Saved entries —
*** Block opens ***
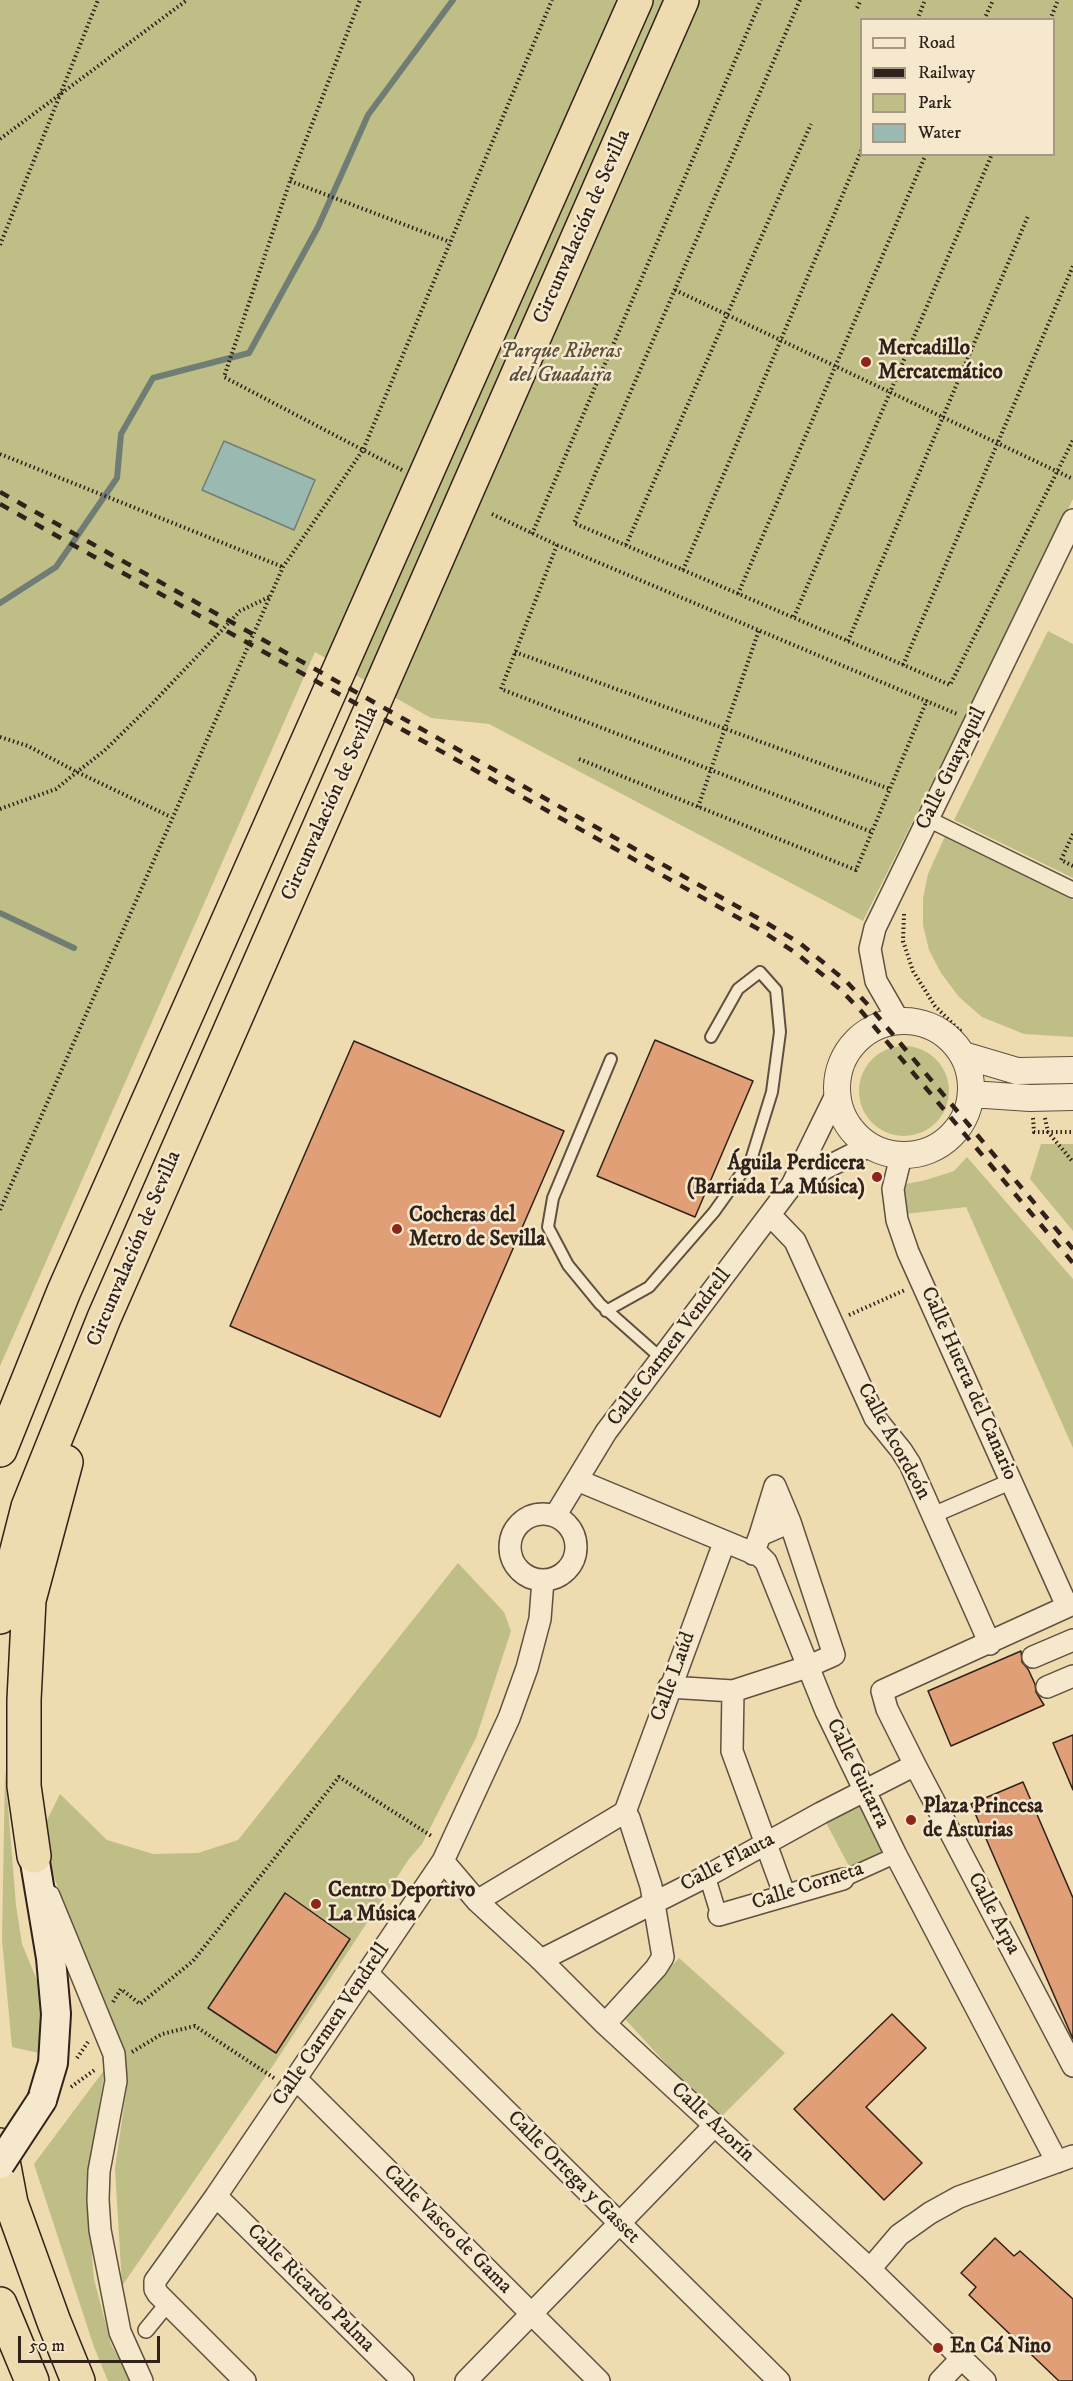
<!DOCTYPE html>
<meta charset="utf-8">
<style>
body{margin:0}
#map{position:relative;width:1073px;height:2381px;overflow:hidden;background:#efdbb0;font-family:"IM FELL DW Pica",serif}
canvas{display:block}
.legend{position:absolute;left:860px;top:18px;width:195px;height:138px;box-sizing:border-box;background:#f5e8cc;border:2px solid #a69885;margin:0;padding:8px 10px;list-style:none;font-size:18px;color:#30211a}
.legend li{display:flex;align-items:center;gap:12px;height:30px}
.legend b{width:30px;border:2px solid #a69885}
.scale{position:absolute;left:18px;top:2336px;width:142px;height:27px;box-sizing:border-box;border:3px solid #30211a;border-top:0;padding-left:8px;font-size:18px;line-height:21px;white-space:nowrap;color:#30211a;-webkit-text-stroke:4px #f5e8cc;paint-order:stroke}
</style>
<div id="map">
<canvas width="1073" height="2381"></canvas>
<ul class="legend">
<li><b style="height:8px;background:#f5e8cc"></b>Road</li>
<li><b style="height:8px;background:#30211a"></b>Railway</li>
<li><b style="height:16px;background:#bfbe87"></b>Park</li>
<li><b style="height:16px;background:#9abab1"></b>Water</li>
</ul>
<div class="scale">50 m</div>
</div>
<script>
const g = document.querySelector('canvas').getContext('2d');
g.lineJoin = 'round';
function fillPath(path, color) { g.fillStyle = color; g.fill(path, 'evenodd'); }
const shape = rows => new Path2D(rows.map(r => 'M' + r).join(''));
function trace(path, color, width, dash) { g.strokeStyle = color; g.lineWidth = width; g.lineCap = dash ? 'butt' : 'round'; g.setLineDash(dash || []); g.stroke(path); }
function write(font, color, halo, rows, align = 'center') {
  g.font = font + ' "IM FELL DW Pica",serif'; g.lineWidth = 5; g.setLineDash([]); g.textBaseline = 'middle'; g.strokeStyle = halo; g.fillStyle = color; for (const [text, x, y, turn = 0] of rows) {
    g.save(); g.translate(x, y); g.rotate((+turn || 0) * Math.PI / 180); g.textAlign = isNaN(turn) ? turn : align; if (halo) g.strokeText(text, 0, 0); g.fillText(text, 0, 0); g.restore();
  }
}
fillPath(shape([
 [0,0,1073,0,1073,499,863,921,489,724,431,718,315,652,0,1366],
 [862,20,1054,20,1054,154,862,154],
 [1048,631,1073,644,1073,878,954,820],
 [946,834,1073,900,1073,1037,1024,1034,982,1017,959,997,941,973,929,950,923,925,923,898,928,874],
 '859 1091a45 45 0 1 1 90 0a45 45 0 1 1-90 0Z',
 [1041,1144,1073,1144,1073,1231,1030,1179],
 [967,1157,1073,1279,1073,1448,966,1207,905,1214,901,1185,926,1180,954,1171],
 [458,1563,504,1612,511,1631,476,1738,422,1844,409,1859,272,2067,122,2286,115,2168,128,2079,39,1836,60,1794,107,1840,153,1854,198,1853,238,1840],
 [5,1769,16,1905,22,1944,39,1985,43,2054,12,2047,2,1940],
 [865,1791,896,1855,853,1874,821,1813],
 [679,1958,785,2053,718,2120,624,2018],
 [105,2069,86,2188,94,2279,111,2344,131,2381,108,2381,94,2347,34,2164]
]), '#bfbe87');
const water = shape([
 [224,441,315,480,294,530,202,490,224,441]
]);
fillPath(water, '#9abab1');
trace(water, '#707d75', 1.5);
trace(shape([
 [0,603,56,567,117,478,121,434,153,378,249,353,318,227,368,115,453,0],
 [0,913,74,948]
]), '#707d75', 6);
const building = shape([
 [655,1040,753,1081,695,1217,597,1176,655,1040],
 [354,1041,564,1131,440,1417,230,1326,354,1041],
 [1021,1651,1022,1662,1028,1669,1035,1684,1036,1692,1044,1705,951,1746,928,1691,1021,1651],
 [1073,1735,1073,1790,1053,1743,1073,1735],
 [1023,1782,1073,1898,1073,2039,971,1804,1023,1782],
 [285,1893,350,1939,276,2053,208,2008,285,1893],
 [892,2014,926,2048,866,2107,922,2163,884,2200,794,2109,892,2014],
 [995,2238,1014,2256,1020,2251,1073,2299,1073,2381,1059,2381,969,2295,976,2287,961,2273,995,2238]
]);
fillPath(building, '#e09f76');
trace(building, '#30211a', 1.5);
const service = shape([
 [611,1059,553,1198,548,1227,568,1265,600,1304,661,1358],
 [606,1311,649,1287,714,1212,751,1160,772,1092,780,1032,776,990,760,972,738,989,711,1037]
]);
const pedestrian = shape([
 [928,819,1073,890],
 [933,1515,1012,1481],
 [707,1876,719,1915],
 [843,1879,896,1855],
 [146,2330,168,2303]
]);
const minor = shape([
 [899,1021,876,981,870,949,875,928,1073,520],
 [901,1156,893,1189,897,1220,908,1252,1067,1606],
 [792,1185,869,1146],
 [770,1215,795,1241,875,1418,901,1450,910,1464,990,1644],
 [577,1480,760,1556,766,1562,826,1711,896,1855,1057,2162],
 '510 1547a33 33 0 1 1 66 0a33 33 0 1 1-66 0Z',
 [555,1516,606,1432,792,1185,837,1093],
 [760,1535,775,1486,790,1522],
 [1073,1604,882,1691,887,1709,915,1765,1073,2066],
 [1033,1657,1073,1640],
 [669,1687,733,1691,807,1667,834,1655,790,1522,760,1535,753,1554],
 [1047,1687,1073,1676],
 [733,1691,732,1751,785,1896],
 [443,1861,477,1901,541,1960,605,2024,870,2269,985,2381],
 [49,1896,114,2054,116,2081,99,2171,98,2200,100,2230,120,2332,142,2381],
 [477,1901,625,1812,724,1543],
 [719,1915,843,1879],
 [541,1960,707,1876,821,1813,915,1765],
 [367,1973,779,2381],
 [605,2024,656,1968,663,1957,651,1886,629,1818,625,1812],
 [296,2079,599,2381],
 [216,2196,403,2381],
 [870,2269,899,2235,930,2213,959,2197,1073,2156],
 [245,2381,158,2294,155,2289,155,2281,216,2196,443,1861,509,1718,527,1668,540,1619,543,1580],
 [466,2381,715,2125],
 [940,2381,961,2359]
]);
const tertiary = shape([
 '837 1088a67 67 0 1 1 134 0a67 67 0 1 1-134 0Z',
 [963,1055,1017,1071,1073,1070],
 [971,1094,1030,1098,1073,1097]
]);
const secondary = shape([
 [34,1856,51,1958,56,2014,53,2063,42,2100]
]);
const motorway = shape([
 [0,1450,64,1291,636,0],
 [0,1617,28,1507,104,1318,682,0],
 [34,1856,24,1786,24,1700,29,1600,66,1462],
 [0,2145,11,2203,54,2322,78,2381],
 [0,2304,32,2381]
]);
trace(service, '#605040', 14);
trace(pedestrian, '#605040', 18);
trace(minor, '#605040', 24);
trace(tertiary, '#605040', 28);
trace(secondary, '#30211a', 32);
trace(motorway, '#30211a', 36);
trace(shape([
 [800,0,574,523,950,685,1073,440],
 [857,8,861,0],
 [917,20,925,0],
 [984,20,993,0],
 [1050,20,1058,0],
 [0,139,187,0],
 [290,181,450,242],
 [0,245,98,0],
 [675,290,1073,479],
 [0,454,283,567],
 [402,470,363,450,552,0],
 [492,514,557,545,957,714],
 [532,534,761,0],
 [557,545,501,689,872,832],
 [626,545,811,124],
 [683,570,862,149],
 [738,594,926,154],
 [794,617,992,154],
 [848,641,1028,216],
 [515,652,890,789],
 [903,665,1073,266],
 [0,737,28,746,77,772,171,817],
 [579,759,856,870,927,700],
 [698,807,759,630],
 [0,809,56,789,77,772,104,751,149,707,240,611,269,597],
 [1073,834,1061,860,1073,866],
 [904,914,903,941,913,971,935,1006,959,1030,964,1032],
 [1033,1118,1034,1132,1073,1132],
 [1045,1118,1048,1132,1073,1162],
 [0,1210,283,567,363,450,224,377,290,181,360,0],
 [849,1315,905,1290],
 [113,2002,121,1989,140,2004,193,1961,339,1777,433,1837],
 [132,2052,162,2034,195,2026,274,2078],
 [77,2058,88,2042],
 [71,2087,96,2069]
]), '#30211a', 4, [1.5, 3]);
trace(service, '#f5e8cc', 10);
trace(pedestrian, '#f5e8cc', 15);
trace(minor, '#f5e8cc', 21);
trace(tertiary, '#f5e8cc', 26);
trace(secondary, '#f5e8cc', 28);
trace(motorway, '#efdbb0', 33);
trace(shape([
 [0,492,765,922,801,944,847,982,869,1006,1073,1249],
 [0,504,760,930,796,953,840,989,862,1012,1073,1263]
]), '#30211a', 4.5, [10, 10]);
const secondaryBridge = shape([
 [0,2164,42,2100]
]);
trace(secondaryBridge, '#30211a', 32, []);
trace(secondaryBridge, '#f5e8cc', 28);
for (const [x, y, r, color] of [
 [866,362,6,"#8f2418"],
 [877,1177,6,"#8f2418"],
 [397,1229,6,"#8f2418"],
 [911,1820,6,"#8f2418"],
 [316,1904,6,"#8f2418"],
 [938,2348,6,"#8f2418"]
]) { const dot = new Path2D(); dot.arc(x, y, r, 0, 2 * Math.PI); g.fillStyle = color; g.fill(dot); trace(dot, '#f5e8cc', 2); }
write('21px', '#30211a', '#f5e8cc', [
 ["Circunvalación de Sevilla",583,227,-66],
 ["Calle Guayaquil",952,769,-64],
 ["Circunvalación de Sevilla",331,804,-66],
 ["Circunvalación de Sevilla",135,1249,-67],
 ["Calle Carmen Vendrell",670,1348,-53],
 ["Calle Huerta del Canario",968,1384,66],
 ["Calle Acordeón",893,1442,61],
 ["Calle Laúd",674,1677,-70],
 ["Calle Guitarra",857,1774,64],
 ["Calle Flauta",728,1863,-28],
 ["Calle Corneta",808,1887,-18],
 ["Calle Arpa",993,1914,62],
 ["Calle Carmen Vendrell",332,2025,-56],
 ["Calle Azorín",712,2123,43],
 ["Calle Ortega y Gasset",573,2178,45],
 ["Calle Vasco de Gama",447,2230,45],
 ["Calle Ricardo Palma",310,2289,45]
]);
write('bold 21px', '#30211a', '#f5e8cc', [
 ["Mercadillo",878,350],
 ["Mercatemático",878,374],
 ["Águila Perdicera",865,1165,"right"],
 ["(Barriada La Música)",865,1189,"right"],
 ["Cocheras del",409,1217],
 ["Metro de Sevilla",409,1241],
 ["Plaza Princesa",923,1808],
 ["de Asturias",923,1832],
 ["Centro Deportivo",328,1892],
 ["La Música",328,1916],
 ["En Cá Nino",950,2348]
], 'left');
write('italic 21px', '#5b503b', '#f5e8cc', [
 ["Parque Riberas",561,353],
 ["del Guadaira",561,377]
]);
</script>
*** Block closes ***
Task goal —
Copy, from the data above, every line where the word "halo" appears.

Your solution —
function write(font, color, halo, rows, align = 'center') {
  g.font = font + ' "IM FELL DW Pica",serif'; g.lineWidth = 5; g.setLineDash([]); g.textBaseline = 'middle'; g.strokeStyle = halo; g.fillStyle = color; for (const [text, x, y, turn = 0] of rows) {
    g.save(); g.translate(x, y); g.rotate((+turn || 0) * Math.PI / 180); g.textAlign = isNaN(turn) ? turn : align; if (halo) g.strokeText(text, 0, 0); g.fillText(text, 0, 0); g.restore();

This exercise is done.